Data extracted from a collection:
########################################
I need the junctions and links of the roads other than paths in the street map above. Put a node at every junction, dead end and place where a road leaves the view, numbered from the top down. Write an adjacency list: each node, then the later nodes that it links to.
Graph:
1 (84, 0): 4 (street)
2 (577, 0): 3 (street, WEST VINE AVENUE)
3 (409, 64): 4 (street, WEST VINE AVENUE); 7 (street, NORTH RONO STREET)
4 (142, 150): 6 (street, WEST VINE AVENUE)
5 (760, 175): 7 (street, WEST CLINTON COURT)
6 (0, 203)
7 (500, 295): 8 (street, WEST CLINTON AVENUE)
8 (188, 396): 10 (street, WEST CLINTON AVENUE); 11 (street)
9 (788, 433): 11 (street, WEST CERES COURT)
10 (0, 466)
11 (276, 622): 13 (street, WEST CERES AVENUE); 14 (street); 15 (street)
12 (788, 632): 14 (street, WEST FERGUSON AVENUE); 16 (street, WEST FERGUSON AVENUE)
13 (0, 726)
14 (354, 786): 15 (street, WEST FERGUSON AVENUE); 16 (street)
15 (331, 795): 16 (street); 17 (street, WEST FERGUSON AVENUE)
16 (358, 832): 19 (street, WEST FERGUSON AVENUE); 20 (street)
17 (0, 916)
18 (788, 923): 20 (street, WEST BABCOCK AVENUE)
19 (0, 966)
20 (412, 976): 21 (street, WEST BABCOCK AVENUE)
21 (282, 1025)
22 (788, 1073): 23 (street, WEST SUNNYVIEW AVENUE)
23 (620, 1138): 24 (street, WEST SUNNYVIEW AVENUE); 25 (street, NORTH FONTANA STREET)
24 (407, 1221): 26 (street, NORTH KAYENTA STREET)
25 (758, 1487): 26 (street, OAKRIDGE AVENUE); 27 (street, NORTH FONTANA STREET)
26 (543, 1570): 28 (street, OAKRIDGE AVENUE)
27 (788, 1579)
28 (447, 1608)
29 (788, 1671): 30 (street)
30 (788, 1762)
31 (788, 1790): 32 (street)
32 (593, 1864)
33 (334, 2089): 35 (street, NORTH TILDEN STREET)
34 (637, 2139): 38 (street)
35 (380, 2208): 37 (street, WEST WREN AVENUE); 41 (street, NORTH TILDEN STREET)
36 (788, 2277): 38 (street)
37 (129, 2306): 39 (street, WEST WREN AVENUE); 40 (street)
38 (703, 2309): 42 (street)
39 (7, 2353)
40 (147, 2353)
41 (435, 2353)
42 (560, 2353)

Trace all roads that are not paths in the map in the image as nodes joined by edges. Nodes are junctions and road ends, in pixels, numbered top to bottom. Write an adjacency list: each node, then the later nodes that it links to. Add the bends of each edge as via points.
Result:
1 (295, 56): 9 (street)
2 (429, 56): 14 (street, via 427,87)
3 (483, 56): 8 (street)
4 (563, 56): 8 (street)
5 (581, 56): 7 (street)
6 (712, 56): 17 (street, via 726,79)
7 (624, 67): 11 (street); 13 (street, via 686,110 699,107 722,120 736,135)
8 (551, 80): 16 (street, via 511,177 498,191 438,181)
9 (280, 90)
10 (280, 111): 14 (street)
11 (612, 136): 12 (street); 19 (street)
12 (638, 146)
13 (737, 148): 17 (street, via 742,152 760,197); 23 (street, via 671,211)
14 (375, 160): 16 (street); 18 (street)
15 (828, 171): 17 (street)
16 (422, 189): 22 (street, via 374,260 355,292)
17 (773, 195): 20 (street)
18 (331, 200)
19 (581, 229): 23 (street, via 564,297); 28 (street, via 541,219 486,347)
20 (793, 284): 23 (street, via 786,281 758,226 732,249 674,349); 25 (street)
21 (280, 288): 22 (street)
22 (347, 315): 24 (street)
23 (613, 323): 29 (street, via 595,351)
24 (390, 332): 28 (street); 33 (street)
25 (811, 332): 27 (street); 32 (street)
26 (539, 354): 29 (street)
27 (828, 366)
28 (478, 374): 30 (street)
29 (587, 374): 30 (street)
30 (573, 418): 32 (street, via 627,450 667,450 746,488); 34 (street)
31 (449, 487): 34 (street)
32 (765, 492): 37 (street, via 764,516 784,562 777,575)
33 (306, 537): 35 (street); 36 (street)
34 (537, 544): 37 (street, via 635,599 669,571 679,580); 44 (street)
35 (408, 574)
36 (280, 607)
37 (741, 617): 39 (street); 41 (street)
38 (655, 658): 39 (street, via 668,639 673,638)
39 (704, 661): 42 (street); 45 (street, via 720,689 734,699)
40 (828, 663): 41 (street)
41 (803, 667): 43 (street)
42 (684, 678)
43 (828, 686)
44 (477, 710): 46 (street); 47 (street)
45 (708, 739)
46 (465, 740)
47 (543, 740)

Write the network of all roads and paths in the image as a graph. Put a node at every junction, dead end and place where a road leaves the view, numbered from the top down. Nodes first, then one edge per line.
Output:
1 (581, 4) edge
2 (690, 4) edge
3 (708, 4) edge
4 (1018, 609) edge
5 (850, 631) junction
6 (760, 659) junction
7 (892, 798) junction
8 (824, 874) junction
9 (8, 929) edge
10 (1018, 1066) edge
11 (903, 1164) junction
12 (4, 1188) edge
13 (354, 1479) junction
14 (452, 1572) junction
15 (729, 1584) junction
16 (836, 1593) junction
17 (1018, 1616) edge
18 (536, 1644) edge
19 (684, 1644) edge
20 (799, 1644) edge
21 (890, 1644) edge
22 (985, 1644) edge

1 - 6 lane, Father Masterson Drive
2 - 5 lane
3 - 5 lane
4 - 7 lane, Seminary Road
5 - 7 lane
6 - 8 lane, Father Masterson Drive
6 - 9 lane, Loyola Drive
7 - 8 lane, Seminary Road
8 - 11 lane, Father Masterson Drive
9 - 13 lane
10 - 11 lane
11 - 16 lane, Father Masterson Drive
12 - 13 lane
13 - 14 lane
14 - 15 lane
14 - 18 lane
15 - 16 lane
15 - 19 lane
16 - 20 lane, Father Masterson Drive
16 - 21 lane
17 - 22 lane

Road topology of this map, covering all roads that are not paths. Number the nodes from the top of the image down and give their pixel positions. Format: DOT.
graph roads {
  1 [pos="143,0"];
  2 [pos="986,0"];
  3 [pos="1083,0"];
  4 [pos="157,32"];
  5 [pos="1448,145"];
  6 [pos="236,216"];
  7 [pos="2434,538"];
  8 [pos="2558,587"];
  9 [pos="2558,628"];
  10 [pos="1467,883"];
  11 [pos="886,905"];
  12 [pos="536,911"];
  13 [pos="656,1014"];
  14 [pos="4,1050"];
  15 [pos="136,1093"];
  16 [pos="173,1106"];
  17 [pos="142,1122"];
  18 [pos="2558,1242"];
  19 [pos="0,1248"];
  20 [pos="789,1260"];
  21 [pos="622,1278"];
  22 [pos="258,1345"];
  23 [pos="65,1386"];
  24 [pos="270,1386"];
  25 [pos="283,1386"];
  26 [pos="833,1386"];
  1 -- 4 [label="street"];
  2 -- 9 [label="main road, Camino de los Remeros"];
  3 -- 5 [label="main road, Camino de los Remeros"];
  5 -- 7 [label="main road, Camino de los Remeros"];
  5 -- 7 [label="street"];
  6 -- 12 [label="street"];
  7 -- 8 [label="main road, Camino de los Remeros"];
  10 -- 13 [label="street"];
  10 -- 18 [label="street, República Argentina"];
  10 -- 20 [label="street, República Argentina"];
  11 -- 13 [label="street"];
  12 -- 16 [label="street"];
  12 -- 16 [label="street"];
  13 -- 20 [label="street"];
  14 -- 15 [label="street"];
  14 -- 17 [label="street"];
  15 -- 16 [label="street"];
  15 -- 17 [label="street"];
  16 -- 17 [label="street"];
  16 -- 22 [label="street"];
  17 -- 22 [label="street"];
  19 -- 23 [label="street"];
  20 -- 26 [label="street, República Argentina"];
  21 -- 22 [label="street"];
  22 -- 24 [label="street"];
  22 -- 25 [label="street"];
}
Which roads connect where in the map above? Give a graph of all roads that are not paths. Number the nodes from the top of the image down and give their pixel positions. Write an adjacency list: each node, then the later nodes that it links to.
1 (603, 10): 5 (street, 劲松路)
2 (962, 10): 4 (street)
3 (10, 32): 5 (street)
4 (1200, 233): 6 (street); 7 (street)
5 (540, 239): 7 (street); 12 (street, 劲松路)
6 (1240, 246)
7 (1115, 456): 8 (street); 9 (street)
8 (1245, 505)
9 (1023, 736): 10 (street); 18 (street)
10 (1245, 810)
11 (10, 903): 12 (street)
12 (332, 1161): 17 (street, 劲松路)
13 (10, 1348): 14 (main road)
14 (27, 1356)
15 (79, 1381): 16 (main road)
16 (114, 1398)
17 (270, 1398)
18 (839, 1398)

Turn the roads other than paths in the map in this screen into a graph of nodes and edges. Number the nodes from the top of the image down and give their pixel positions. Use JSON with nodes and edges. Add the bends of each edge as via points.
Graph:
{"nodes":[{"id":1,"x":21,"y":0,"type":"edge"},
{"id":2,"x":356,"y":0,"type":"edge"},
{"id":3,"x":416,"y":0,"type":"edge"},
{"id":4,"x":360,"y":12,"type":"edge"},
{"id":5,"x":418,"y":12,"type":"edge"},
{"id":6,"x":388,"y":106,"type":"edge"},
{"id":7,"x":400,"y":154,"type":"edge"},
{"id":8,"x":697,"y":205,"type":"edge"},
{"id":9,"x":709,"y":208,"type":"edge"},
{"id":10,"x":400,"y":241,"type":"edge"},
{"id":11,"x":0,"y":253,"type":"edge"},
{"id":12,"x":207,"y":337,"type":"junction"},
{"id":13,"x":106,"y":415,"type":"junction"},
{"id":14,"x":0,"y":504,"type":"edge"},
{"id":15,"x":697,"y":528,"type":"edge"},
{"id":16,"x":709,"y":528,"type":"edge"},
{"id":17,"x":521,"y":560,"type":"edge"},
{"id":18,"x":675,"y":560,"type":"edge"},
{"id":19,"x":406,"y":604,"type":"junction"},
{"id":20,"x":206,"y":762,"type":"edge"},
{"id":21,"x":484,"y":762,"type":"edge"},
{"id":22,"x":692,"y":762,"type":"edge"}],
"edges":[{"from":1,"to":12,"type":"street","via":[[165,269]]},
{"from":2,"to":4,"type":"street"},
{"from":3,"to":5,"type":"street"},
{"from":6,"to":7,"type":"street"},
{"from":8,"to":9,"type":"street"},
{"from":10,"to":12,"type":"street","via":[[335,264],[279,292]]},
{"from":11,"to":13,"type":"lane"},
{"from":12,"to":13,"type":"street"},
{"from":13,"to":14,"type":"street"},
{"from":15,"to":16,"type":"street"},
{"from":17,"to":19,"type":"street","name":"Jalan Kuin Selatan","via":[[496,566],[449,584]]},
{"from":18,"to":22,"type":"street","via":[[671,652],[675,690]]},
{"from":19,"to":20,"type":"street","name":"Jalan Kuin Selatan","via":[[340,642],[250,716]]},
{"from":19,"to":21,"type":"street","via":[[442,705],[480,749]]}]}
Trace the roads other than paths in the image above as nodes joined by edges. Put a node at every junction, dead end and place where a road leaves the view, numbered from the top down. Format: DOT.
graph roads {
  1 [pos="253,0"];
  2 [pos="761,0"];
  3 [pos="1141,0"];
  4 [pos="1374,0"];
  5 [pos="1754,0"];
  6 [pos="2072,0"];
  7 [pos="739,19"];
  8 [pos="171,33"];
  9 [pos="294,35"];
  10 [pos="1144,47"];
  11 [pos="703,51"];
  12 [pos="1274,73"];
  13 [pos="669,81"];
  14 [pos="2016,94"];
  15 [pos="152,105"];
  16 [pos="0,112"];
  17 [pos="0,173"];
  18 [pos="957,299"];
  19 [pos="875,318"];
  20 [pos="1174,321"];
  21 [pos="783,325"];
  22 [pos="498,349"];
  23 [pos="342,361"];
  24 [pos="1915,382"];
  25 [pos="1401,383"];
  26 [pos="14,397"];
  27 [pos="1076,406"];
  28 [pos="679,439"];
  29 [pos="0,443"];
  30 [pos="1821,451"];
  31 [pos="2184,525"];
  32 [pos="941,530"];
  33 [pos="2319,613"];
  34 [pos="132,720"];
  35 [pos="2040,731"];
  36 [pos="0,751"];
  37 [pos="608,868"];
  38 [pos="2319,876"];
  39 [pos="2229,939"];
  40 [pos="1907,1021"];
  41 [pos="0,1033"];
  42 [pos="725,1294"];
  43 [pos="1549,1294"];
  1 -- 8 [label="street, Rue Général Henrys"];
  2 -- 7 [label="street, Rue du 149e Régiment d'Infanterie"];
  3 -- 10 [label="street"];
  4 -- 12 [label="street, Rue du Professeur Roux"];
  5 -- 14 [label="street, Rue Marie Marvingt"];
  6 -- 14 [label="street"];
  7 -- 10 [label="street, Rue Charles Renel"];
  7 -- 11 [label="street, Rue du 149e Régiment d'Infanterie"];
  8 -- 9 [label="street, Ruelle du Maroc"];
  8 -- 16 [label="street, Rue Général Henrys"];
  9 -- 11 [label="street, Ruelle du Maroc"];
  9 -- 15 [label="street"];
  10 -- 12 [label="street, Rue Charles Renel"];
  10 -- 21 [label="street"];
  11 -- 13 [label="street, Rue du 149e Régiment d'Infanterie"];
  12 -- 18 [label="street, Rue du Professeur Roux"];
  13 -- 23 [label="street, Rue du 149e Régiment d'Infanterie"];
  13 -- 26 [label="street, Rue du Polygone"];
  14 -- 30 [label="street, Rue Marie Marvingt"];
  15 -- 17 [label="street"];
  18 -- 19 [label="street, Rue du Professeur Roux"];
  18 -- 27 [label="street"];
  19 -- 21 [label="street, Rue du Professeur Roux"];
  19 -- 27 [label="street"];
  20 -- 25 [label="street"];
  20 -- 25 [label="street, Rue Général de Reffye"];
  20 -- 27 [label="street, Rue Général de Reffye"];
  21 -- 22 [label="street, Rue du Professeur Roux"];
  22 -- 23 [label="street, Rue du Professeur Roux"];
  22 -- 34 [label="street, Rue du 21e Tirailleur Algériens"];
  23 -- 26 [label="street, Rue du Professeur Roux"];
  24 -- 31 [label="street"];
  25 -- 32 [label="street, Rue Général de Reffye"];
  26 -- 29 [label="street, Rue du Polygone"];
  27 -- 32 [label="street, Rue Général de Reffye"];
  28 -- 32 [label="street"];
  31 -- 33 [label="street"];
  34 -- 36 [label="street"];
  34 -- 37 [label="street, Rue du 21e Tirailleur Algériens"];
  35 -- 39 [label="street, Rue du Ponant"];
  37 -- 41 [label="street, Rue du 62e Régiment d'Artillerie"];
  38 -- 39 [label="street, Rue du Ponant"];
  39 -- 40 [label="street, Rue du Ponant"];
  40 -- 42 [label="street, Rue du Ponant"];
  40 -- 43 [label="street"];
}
########################################
YOUR GOAL:
Search the lines above for the string "Henrys" and copy each line that has it.

WORKED SOLUTION:
  1 -- 8 [label="street, Rue Général Henrys"];
  8 -- 16 [label="street, Rue Général Henrys"];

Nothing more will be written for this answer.